The West Virginia Highlands Conservancy and 10 citizens filed formal notices of intent to sue if federal agencies do not revisit the state's new mine "mitigation" policy.
Federal regulators have complained publicly about the policy. The notices could force federal agencies to back up their statements with formal action.
Notices were filed late last week with W. Michael McCabe, regional director of the U.S. Environmental Protection Agency, and Michael Miano, director of the state Division of Environmental Protection.
The notices, among other things, claim that the state DEP must receive approval from the U.S. Office of Surface Mining before the new policy is implemented.
They also claim the new policy amounts to a change in state water quality standards, something EPA must approve before it can take effect.
State officials require coal companies to compensate the state with monetary payments or in-kind projects - such as ponds or lakes - when they fill in streams with strip mine waste.
Some in the coal industry, along with House Speaker Bob Kiss, D-Raleigh, pushed this year to weaken the state's so-called mitigation policy.
The bill increased the size of streams coal operators can bury under valley fills without compensating the state from 250 drainage acres to 480 drainage acres.
Then-DEP Director John Caffrey recommended the bill be vetoed, but Gov.

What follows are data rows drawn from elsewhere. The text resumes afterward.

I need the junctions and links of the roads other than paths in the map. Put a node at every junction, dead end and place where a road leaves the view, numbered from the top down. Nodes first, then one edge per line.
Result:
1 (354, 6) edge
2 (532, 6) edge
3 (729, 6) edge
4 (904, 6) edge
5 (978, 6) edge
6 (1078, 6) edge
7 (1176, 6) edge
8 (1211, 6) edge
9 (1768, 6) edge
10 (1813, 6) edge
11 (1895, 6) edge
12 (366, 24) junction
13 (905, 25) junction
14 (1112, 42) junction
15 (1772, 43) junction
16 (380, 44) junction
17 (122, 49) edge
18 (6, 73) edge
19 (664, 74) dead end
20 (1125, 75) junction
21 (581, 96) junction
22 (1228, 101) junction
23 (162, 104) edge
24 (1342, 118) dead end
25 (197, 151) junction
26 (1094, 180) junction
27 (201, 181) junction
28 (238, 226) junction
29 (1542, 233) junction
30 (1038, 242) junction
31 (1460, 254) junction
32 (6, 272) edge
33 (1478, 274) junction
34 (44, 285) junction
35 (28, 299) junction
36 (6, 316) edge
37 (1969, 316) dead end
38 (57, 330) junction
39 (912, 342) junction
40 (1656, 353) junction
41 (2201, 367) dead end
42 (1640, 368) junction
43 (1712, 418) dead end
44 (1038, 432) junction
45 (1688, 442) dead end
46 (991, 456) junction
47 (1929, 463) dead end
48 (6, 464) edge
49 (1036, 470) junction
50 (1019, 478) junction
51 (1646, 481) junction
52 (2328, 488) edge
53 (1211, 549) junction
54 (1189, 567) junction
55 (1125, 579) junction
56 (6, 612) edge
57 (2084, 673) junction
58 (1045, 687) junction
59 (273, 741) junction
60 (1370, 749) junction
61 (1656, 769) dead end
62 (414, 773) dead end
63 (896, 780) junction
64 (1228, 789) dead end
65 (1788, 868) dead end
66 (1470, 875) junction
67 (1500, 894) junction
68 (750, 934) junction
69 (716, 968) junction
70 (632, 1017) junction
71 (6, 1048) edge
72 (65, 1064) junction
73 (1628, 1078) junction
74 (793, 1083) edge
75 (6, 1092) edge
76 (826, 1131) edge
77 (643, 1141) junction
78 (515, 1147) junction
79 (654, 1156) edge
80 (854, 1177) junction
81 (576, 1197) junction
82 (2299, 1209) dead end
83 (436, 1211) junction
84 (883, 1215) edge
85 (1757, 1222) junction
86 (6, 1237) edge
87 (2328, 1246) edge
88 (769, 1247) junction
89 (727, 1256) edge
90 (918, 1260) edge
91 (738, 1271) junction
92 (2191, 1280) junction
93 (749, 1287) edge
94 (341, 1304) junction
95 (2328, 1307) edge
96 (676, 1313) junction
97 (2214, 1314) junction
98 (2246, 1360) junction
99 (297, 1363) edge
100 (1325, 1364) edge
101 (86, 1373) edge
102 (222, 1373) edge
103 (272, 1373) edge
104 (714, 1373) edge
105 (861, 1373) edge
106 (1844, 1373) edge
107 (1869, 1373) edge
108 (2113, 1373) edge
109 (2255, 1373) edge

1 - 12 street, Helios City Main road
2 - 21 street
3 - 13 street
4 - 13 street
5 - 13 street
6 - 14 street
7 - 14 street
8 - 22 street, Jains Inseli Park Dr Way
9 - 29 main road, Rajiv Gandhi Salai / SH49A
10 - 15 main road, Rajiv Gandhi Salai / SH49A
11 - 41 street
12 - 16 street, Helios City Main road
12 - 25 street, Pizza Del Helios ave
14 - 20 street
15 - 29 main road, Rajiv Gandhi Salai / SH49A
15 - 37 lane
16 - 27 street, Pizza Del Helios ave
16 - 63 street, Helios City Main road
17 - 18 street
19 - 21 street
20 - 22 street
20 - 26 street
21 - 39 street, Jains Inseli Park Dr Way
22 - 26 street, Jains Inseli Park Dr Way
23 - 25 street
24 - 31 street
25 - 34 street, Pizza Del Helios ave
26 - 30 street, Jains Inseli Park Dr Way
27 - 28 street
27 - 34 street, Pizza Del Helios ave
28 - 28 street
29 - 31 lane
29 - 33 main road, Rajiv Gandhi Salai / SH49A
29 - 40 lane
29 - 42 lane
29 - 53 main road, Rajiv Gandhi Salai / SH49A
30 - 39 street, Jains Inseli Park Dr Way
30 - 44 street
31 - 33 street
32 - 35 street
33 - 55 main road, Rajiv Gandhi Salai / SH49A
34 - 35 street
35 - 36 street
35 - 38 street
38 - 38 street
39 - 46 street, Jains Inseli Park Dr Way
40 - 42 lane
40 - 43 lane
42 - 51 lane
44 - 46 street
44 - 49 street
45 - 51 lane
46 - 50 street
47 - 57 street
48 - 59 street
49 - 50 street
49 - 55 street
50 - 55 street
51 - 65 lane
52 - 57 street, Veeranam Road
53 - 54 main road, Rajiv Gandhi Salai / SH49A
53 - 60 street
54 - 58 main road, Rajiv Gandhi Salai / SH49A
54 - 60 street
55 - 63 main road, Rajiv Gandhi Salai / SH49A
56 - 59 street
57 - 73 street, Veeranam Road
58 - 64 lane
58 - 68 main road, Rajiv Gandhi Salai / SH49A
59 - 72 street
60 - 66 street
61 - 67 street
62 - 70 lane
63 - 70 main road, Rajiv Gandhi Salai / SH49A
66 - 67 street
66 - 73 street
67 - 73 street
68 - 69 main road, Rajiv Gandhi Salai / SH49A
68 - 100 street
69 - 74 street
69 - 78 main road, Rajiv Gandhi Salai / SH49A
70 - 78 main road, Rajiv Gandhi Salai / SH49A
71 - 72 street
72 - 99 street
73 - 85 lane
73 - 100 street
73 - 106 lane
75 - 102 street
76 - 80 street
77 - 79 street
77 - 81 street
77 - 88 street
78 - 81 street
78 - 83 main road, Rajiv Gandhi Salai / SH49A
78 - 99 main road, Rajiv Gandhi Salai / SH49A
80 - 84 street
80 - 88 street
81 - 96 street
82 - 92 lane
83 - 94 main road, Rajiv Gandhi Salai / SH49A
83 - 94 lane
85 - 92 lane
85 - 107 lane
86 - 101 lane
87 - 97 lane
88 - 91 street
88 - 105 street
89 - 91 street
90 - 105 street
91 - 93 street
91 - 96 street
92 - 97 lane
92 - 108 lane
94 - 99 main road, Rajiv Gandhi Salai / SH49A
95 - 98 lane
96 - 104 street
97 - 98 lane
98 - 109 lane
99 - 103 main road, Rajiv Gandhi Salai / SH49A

Cecil Underwood signed it into law over Caffrey's objections.
One notice of intent to sue, filed with EPA last week, notes that federal regulators have said the bill violates the federal Clean Water Act and state water quality standards.
The five-page notice states that the bill sought to change state water quality standards to allow the fills. However, the notice alleged, state officials did not hold required public hearings and comment periods for such a change.
That notice, dated May 6, said that a lawsuit would be filed against EPA if the agency did not step in within 60 days.
The other notice, filed with DEP last week, states that the federal Surface Mining Control and Reclamation Act requires state regulators to seek OSM approval whenever a change in the state's mining regulations is proposed.
Before such changes may be made, the notice said, OSM must approve them.
If OSM does not step in within 60 days and require the federal review, a lawsuit will be filed against the agency, the notice stated.
The Highlands Conservancy and the coalfield residents are represented in the cases by Joseph M. Lovett, staff attorney for Mountain State Justice, West Virginia University law professor Patrick C. McGinley, Morgantown lawyer Suzanne M. Weise, and James M. Hecker, a lawyer with the Washington-based group Trial Lawyers for Public Justice.
The group filed another notice of intent to sue DEP in mid-April. It challenges mountaintop removal strip mining, as permitted by the state DEP, as violating federal and state environmental laws.
Federal environmental laws require that potential plaintiffs file notices of intent to sue before filing lawsuits, so that agencies have a chance to fix any problems in their regulatory programs before being taken to court.